In [None]:
import numpy as np
from datascience import *
import matplotlib.pyplot as plt

%matplotlib inline

# Class 18 Warm Up -- Fitting a Line to Data (Linear Regression)
For this exercise, we will once again be working with ratings of Pixar movies.
The goals are:
* Learn how fit a line to data
* Use the fitted line to make predictions

## We begin with the same steps as last time...

## Load the data

In [None]:
url = 'https://raw.githubusercontent.com/rfordatascience/tidytuesday/main/data/2025/2025-03-11/public_response.csv'
ratings = Table.read_table(url)
ratings.show(3)

A couple of the rows have nan (not a number) markers indicating missing data. The tables in the datascience module we use to not have any built-in methods for removing these, but Pandas dataframes do. So we will transform the table to a dataframe, drop the rows with nan's, then transform the dataframe back to a table.

Remember this trick. It may come in handy for the final project.

In [None]:
df = ratings.to_df().dropna() 
ratings = Table().from_df(df)

Now create a new table with just the numeric ratings.

In [None]:
rmc = ratings.select("rotten_tomatoes", "metacritic", "critics_choice")
rmc.show(3)

## Scatter Plot
Let's look at how well the two different rating services track each other.

In [None]:
rmc.scatter("metacritic", "critics_choice")

## This time we will fit a line to data

Define the functions we will need:

In [None]:
def standard_units(xyz):
    '''Returns data in standard units'''
    return (xyz - np.mean(xyz)) / np.std(xyz)

def correlation(t, label_x, label_y):
    '''Calculates the correlation coefficient'''
    return np.mean(standard_units(t.column(label_x)) * standard_units(t.column(label_y)))

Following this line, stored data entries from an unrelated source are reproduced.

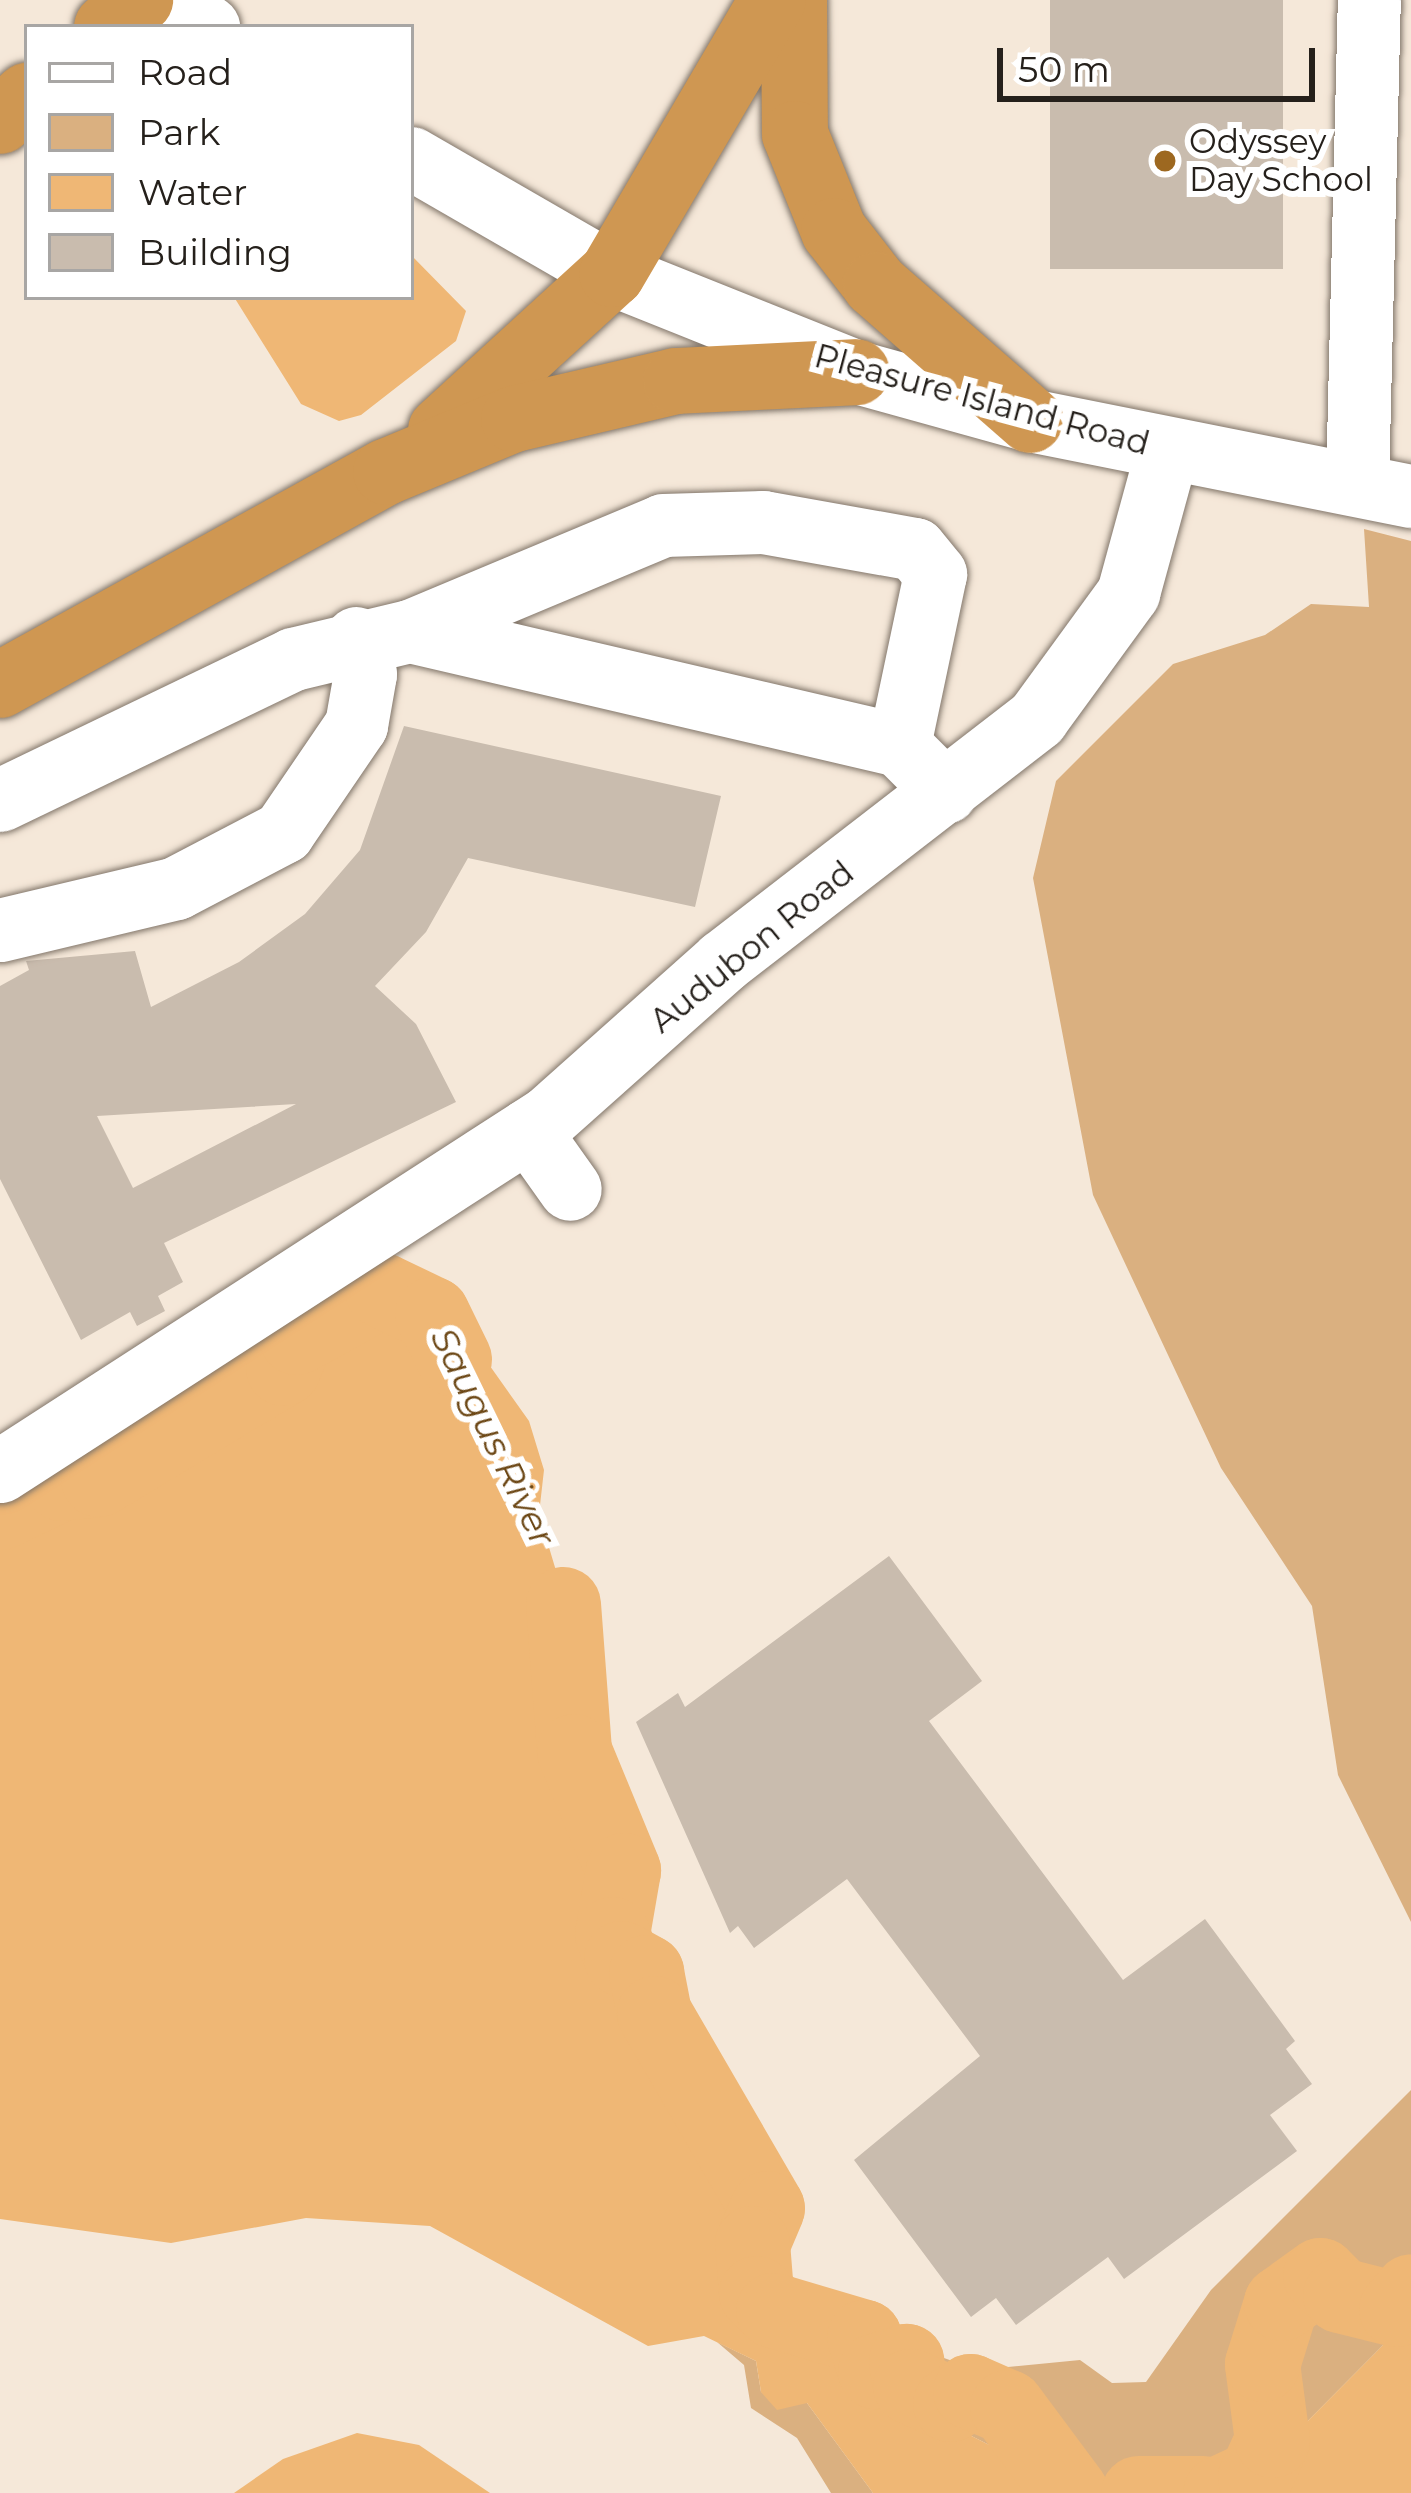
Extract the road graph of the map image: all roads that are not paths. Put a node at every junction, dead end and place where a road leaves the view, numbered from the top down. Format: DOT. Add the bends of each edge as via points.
graph roads {
  1 [pos="140,0"];
  2 [pos="170,0"];
  3 [pos="773,0"];
  4 [pos="794,0"];
  5 [pos="1369,0"];
  6 [pos="111,24"];
  7 [pos="204,24"];
  8 [pos="24,99"];
  9 [pos="0,121"];
  10 [pos="414,160"];
  11 [pos="612,274"];
  12 [pos="856,372"];
  13 [pos="1030,420"];
  14 [pos="1167,450"];
  15 [pos="386,472"];
  16 [pos="1384,490"];
  17 [pos="383,634"];
  18 [pos="0,686"];
  19 [pos="899,745"];
  20 [pos="946,792"];
  21 [pos="0,800"];
  22 [pos="0,930"];
  23 [pos="528,1130"];
  24 [pos="570,1189"];
  25 [pos="0,1471"];
  1 -- 6 [label="highway"];
  2 -- 7 [label="street"];
  3 -- 11 [label="highway"];
  4 -- 13 [label="highway" via="790,104 815,199 875,285"];
  5 -- 16 [label="street"];
  8 -- 9 [label="highway"];
  10 -- 11 [label="street, Pleasure Island Road"];
  11 -- 12 [label="street, Pleasure Island Road"];
  11 -- 15 [label="highway"];
  12 -- 13 [label="street, Pleasure Island Road"];
  12 -- 15 [label="highway" via="599,391"];
  13 -- 14 [label="street, Pleasure Island Road"];
  14 -- 16 [label="street"];
  14 -- 20 [label="street, Audubon Road" via="1140,561 1087,663"];
  15 -- 18 [label="highway"];
  17 -- 19 [label="street"];
  17 -- 19 [label="street" via="663,525 763,522 915,548 935,574"];
  17 -- 21 [label="street"];
  17 -- 22 [label="street" via="364,674 356,724 283,832 176,887"];
  19 -- 20 [label="street"];
  20 -- 23 [label="street, Audubon Road" via="723,961"];
  23 -- 24 [label="street"];
  23 -- 25 [label="street, Audubon Road"];
}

def slope(t, label_x, label_y):
    '''Finds the slope of the best-fit line in the original units.'''
    r = correlation(t, label_x, label_y)
    return r * np.std(t.column(label_y)) / np.std(t.column(label_x))

def intercept(t, label_x, label_y):
    '''Finds the intercept of the best-fit line in the original units.'''
    return np.mean(t.column(label_y)) - slope(t, label_x, label_y) * np.mean(t.column(label_x))

## Student Challenge 1
What are the slope and the intercept for the best-fit line for the scatter plot above?

In [None]:
m = ...
b = ...

In [None]:
# x & y values
xi = rmc.column("metacritic")
yi = rmc.column("critics_choice")

x = np.arange(min(xi), max(xi))
y = m * x + b

plt.plot(xi, yi, '*')
plt.plot(x, y)
plt.xlabel("Metacritic Rating")
plt.ylabel("Critics Choice Rating");

## Student Challenge 2
Based on your fitted line, if a new Pixar movie came out that Metacritic gave a rating of 75, what would you predict to be the rating of Critic's Choice?

## Student Challenge 3
What is the r-squared value of the fit? In your opinion, is this a strong, moderate, or weak correlation?